**Source data**
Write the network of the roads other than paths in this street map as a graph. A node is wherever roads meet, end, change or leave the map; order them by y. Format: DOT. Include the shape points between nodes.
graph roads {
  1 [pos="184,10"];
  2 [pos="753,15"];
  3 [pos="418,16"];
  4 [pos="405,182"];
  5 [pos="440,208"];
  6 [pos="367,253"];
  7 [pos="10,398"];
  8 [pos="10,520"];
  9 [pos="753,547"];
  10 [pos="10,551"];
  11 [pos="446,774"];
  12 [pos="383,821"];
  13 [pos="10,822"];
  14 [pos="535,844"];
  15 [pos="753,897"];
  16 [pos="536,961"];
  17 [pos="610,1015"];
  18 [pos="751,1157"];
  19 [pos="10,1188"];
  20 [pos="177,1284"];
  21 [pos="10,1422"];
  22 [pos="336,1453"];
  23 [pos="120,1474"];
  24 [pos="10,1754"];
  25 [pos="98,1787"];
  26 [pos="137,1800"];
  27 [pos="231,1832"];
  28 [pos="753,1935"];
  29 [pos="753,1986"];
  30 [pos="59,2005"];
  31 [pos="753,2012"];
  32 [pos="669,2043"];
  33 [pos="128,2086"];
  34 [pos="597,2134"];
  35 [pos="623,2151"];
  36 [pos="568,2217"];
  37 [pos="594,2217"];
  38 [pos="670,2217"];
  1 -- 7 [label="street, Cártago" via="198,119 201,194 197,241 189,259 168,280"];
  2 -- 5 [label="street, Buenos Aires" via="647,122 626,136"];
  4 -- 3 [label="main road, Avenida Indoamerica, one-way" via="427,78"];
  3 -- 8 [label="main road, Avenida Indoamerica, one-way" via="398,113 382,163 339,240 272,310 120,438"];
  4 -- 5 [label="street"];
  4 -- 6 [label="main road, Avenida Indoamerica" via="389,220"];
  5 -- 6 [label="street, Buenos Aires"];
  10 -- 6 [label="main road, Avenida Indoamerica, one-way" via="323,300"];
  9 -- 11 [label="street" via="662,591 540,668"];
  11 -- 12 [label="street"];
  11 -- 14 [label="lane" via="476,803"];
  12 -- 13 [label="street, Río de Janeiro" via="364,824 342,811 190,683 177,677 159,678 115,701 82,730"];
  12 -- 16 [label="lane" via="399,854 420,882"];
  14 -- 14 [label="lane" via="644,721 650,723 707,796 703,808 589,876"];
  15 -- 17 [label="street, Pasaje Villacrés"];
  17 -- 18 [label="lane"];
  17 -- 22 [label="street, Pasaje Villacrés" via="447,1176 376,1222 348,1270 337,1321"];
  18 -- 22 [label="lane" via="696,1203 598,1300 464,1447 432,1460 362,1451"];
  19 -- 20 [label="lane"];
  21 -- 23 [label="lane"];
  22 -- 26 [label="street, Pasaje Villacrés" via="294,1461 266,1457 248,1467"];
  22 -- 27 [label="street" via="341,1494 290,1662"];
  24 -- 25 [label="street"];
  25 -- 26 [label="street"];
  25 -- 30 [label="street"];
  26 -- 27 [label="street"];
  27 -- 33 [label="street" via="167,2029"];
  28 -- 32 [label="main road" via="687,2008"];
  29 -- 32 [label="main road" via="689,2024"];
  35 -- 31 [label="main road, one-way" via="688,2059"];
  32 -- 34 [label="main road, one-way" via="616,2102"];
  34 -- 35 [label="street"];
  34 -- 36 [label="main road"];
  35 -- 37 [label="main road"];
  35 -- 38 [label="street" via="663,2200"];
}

**Activity**
Please give the full set of data again exactly.

**Your solution**
Write the network of the roads other than paths in this street map as a graph. A node is wherever roads meet, end, change or leave the map; order them by y. Format: DOT. Include the shape points between nodes.
graph roads {
  1 [pos="184,10"];
  2 [pos="753,15"];
  3 [pos="418,16"];
  4 [pos="405,182"];
  5 [pos="440,208"];
  6 [pos="367,253"];
  7 [pos="10,398"];
  8 [pos="10,520"];
  9 [pos="753,547"];
  10 [pos="10,551"];
  11 [pos="446,774"];
  12 [pos="383,821"];
  13 [pos="10,822"];
  14 [pos="535,844"];
  15 [pos="753,897"];
  16 [pos="536,961"];
  17 [pos="610,1015"];
  18 [pos="751,1157"];
  19 [pos="10,1188"];
  20 [pos="177,1284"];
  21 [pos="10,1422"];
  22 [pos="336,1453"];
  23 [pos="120,1474"];
  24 [pos="10,1754"];
  25 [pos="98,1787"];
  26 [pos="137,1800"];
  27 [pos="231,1832"];
  28 [pos="753,1935"];
  29 [pos="753,1986"];
  30 [pos="59,2005"];
  31 [pos="753,2012"];
  32 [pos="669,2043"];
  33 [pos="128,2086"];
  34 [pos="597,2134"];
  35 [pos="623,2151"];
  36 [pos="568,2217"];
  37 [pos="594,2217"];
  38 [pos="670,2217"];
  1 -- 7 [label="street, Cártago" via="198,119 201,194 197,241 189,259 168,280"];
  2 -- 5 [label="street, Buenos Aires" via="647,122 626,136"];
  4 -- 3 [label="main road, Avenida Indoamerica, one-way" via="427,78"];
  3 -- 8 [label="main road, Avenida Indoamerica, one-way" via="398,113 382,163 339,240 272,310 120,438"];
  4 -- 5 [label="street"];
  4 -- 6 [label="main road, Avenida Indoamerica" via="389,220"];
  5 -- 6 [label="street, Buenos Aires"];
  10 -- 6 [label="main road, Avenida Indoamerica, one-way" via="323,300"];
  9 -- 11 [label="street" via="662,591 540,668"];
  11 -- 12 [label="street"];
  11 -- 14 [label="lane" via="476,803"];
  12 -- 13 [label="street, Río de Janeiro" via="364,824 342,811 190,683 177,677 159,678 115,701 82,730"];
  12 -- 16 [label="lane" via="399,854 420,882"];
  14 -- 14 [label="lane" via="644,721 650,723 707,796 703,808 589,876"];
  15 -- 17 [label="street, Pasaje Villacrés"];
  17 -- 18 [label="lane"];
  17 -- 22 [label="street, Pasaje Villacrés" via="447,1176 376,1222 348,1270 337,1321"];
  18 -- 22 [label="lane" via="696,1203 598,1300 464,1447 432,1460 362,1451"];
  19 -- 20 [label="lane"];
  21 -- 23 [label="lane"];
  22 -- 26 [label="street, Pasaje Villacrés" via="294,1461 266,1457 248,1467"];
  22 -- 27 [label="street" via="341,1494 290,1662"];
  24 -- 25 [label="street"];
  25 -- 26 [label="street"];
  25 -- 30 [label="street"];
  26 -- 27 [label="street"];
  27 -- 33 [label="street" via="167,2029"];
  28 -- 32 [label="main road" via="687,2008"];
  29 -- 32 [label="main road" via="689,2024"];
  35 -- 31 [label="main road, one-way" via="688,2059"];
  32 -- 34 [label="main road, one-way" via="616,2102"];
  34 -- 35 [label="street"];
  34 -- 36 [label="main road"];
  35 -- 37 [label="main road"];
  35 -- 38 [label="street" via="663,2200"];
}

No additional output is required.